Joe D. Martin's log house lay in a lonesome spot, a cove at the head of a narrow creek, well away from a main road or other houses. Though tonight the place held no air of lonesomeness, but was bright with lanterns and carbide lights hung on pegs on the log porch and on the gate posts. He lingered a time in the shadowy yard and listened to the low talk and lower, almost soundless, laughter of the hill men. The dancing had not yet begun, but from the big house room there came short wails and cries from fiddles being tuned, with now and then a lively twang from a guitar or banjo.

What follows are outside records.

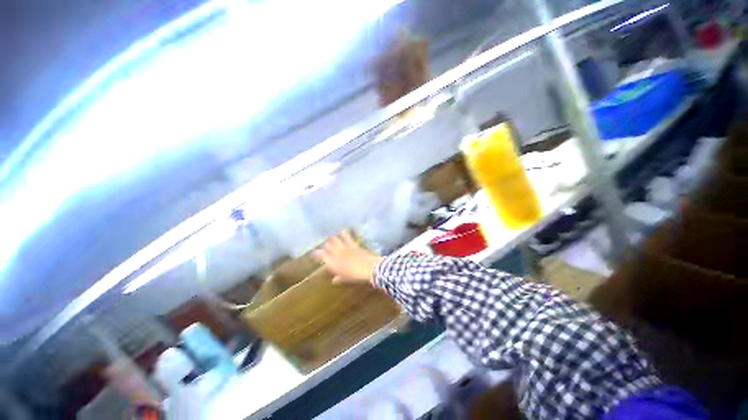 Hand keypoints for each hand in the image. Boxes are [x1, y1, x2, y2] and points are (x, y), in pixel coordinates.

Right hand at [313, 232, 382, 285]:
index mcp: (333, 263)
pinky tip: (343, 231)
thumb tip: (334, 280)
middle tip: (325, 246)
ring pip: (335, 240)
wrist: (368, 268)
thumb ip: (339, 278)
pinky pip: (347, 238)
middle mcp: (337, 254)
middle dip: (325, 245)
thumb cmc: (355, 276)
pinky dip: (344, 234)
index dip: (316, 254)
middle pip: (327, 246)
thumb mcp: (345, 278)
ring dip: (332, 239)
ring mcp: (345, 248)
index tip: (313, 254)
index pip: (321, 256)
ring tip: (330, 237)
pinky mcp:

Soon after he heard the shuffling, stamping feet of the dancers, and felt a curious lonesomeness, unusual with him. Delph would be dancing now with Logan's arms about her waist, her mind on a million things other than a roving oil man. He worked his way through the crowd on the porch, and stood with other men in the low wide door and looked into the room. The musicians, including Juber, sat on the hearth in front of the empty fireplace, while the dancers, many girls in gingham dresses and men in overalls, held the center of the room. Big Foot Armstrong stood on the top step of the three steps leading to the loft room door and called the sets in his booming voice. Men lounged by the walls and in the windows. Women with babies in their arms and young children leaning by their knees sat in hickory bark bottomed chairs or
makeshift benches by the wall, and listened to the fiddle tunes and watched the dancers with their deep quiet eyes which seemed shadowed by some memory of sorrow or foreboding of trouble and pain. The hands that waved the palm leaf fans seemed tired and slow, and the thin, stooped shoulders looked old for women giving suck to young. Marsh looked at them and was glad that Delph was going away to finish high school. Still, the women came from people different from her own, wives of poor back hill farmers and moonshiners, not of men with money in the bank and acres of timber and farm land.